The services of the Advisor under
the Trading Advisory Agreement will commence when the Subscription Receipt Agent has (i) notified the INJ Escrow Agent that all
Escrow Release Conditions have been satisfied or waived and (ii) has instructed the INJ Escrow Agent to deem that title to the INJ
proceeds of the Private Placement be transferred to the Company, with such assets to be managed by the Asset Manager and the
Advisor.
As
consideration for the Advisor’s services, the Company will pay to the Advisor a quarterly management fee equal to 0.25% (a 1.0%
annual rate) of the Account Equity (as defined in the Trading Advisory Agreement) as of the beginning of each calendar quarter regardless
of whether there are realized or unrealized profits with respect to the account.
Placement Agency Agreement
In connection with the Private Placement,
the Company entered into that certain Placement Agency Agreement with D. Boral Capital LLC, dated as of September 4, 2025 (the “Placement
Agency Agreement”), appointing D. Boral Capital LLC as the exclusive Placement Agent in connection with the Private Placement and
providing for a cash fee to D. Boral Capital LLC of $750,000.
Voting Agreement
Pursuant to the Securities
Purchase Agreement, the Company has entered into a voting agreement, dated as of September 4, 2025 (the “Voting
Agreement”), by and among the Company, Injective Foundation and each member of the Company’s board of directors (such
members, collectively, the “Shareholders”).

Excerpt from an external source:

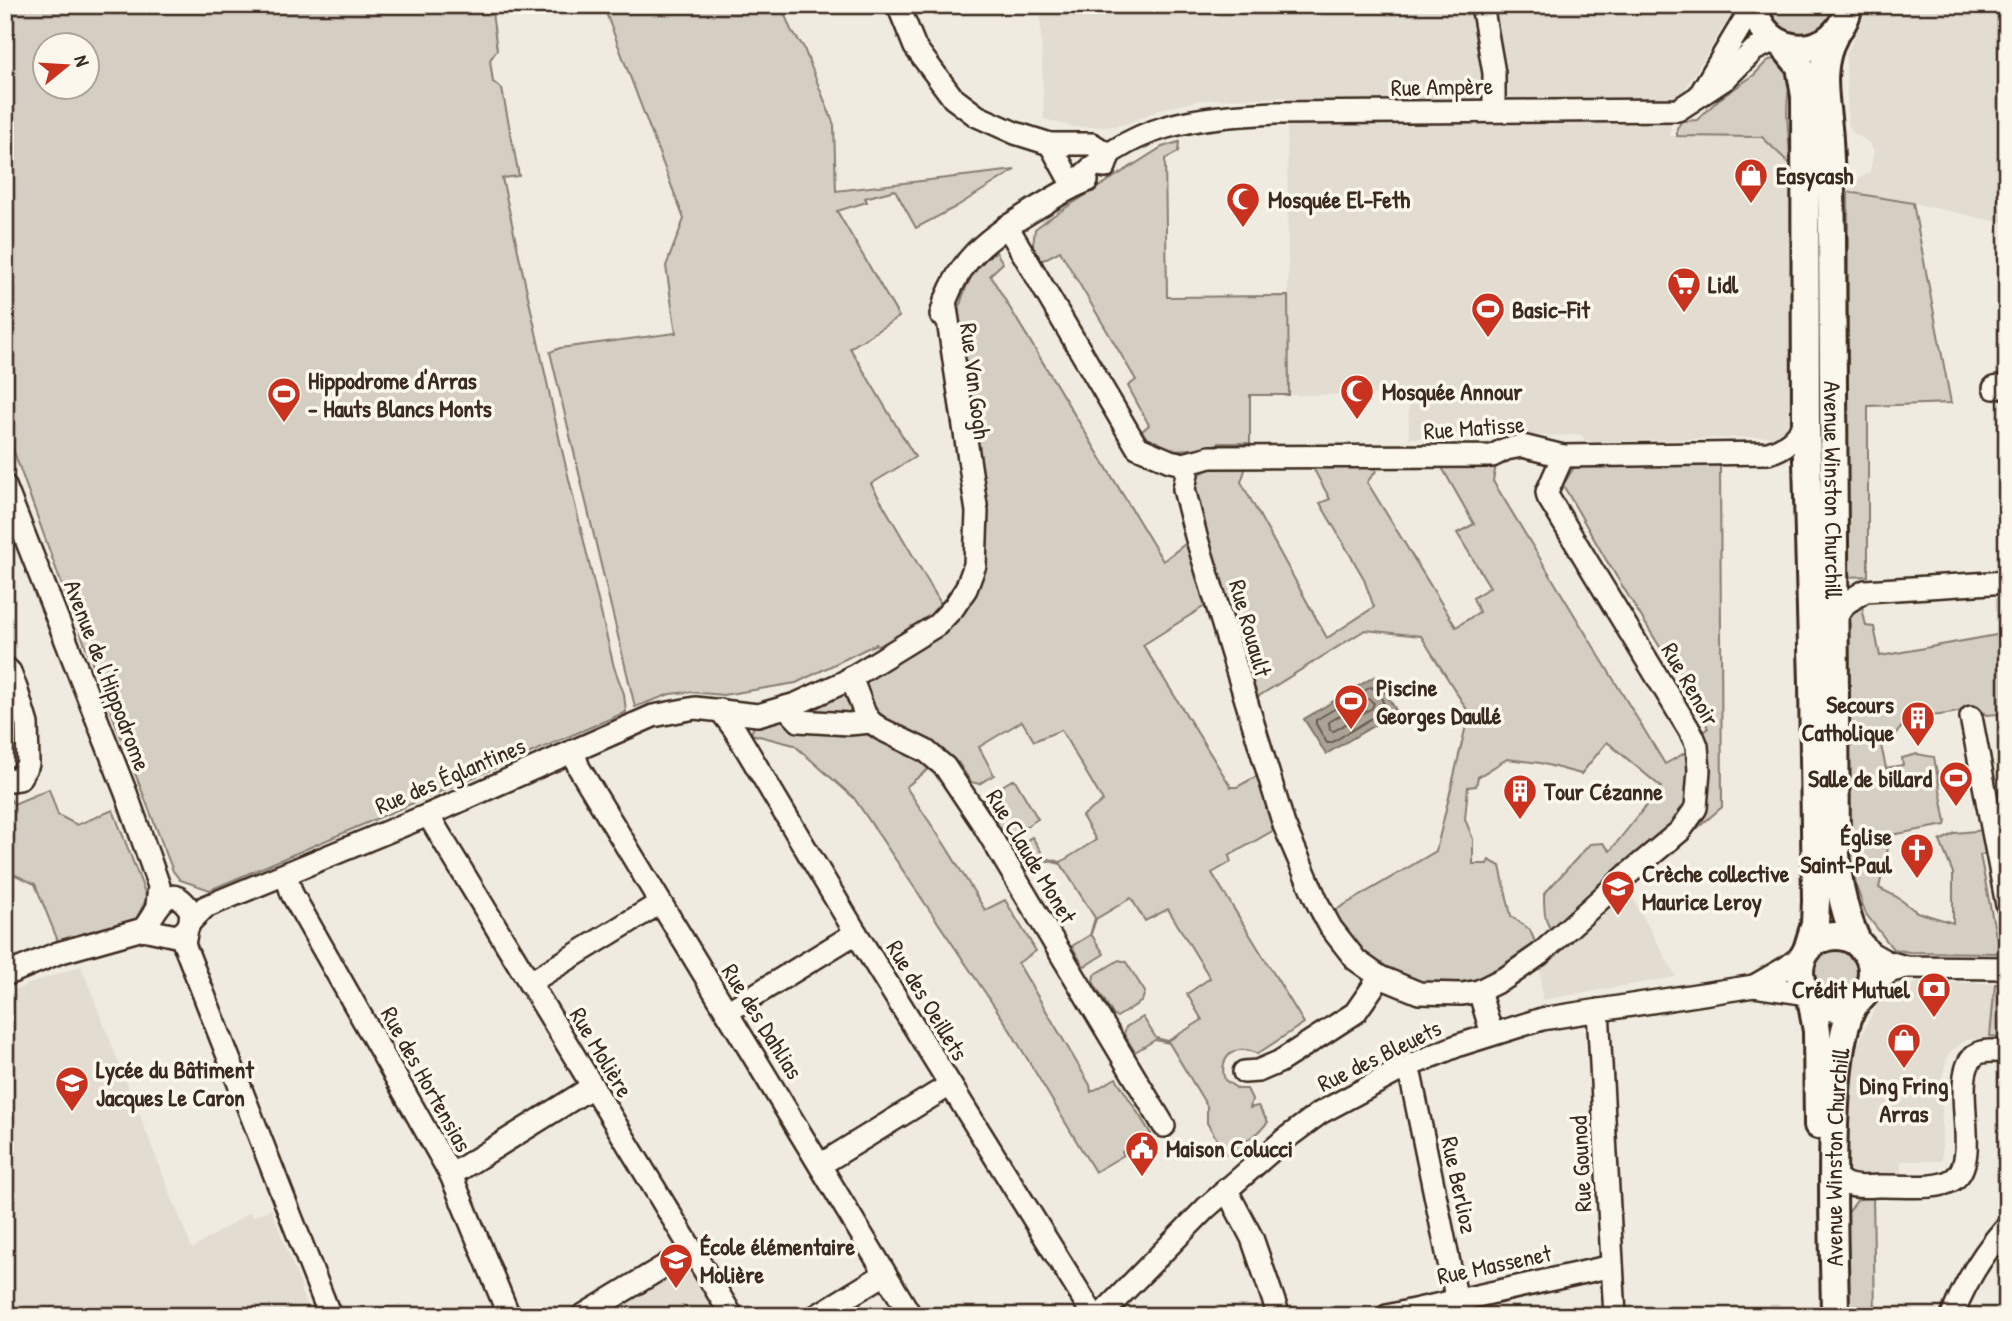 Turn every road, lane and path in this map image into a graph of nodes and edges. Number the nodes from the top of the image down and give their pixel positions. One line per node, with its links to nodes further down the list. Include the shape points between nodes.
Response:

Pursuant to the Voting Agreement, the Shareholders have irrevocably
committed to vote their Common Shares and any subsequently acquired Common Shares (the “Subject Shares”) in favor of the
matters constituting the Shareholder Approval. The Shareholders additionally agreed to restrictions on the transfer of such Subject
Shares and agreed not to take any action, including the exercise of rights of appraisal or rights of dissent, that might reasonably
interfere with or delay the transactions contemplated by Securities Purchase Agreement.
Lock-up Agreement
Pursuant to the Securities Purchase
Agreement, the Company entered into that certain Lock-up Agreement, dated as of September 4, 2025 (the “Lock-up Agreement”)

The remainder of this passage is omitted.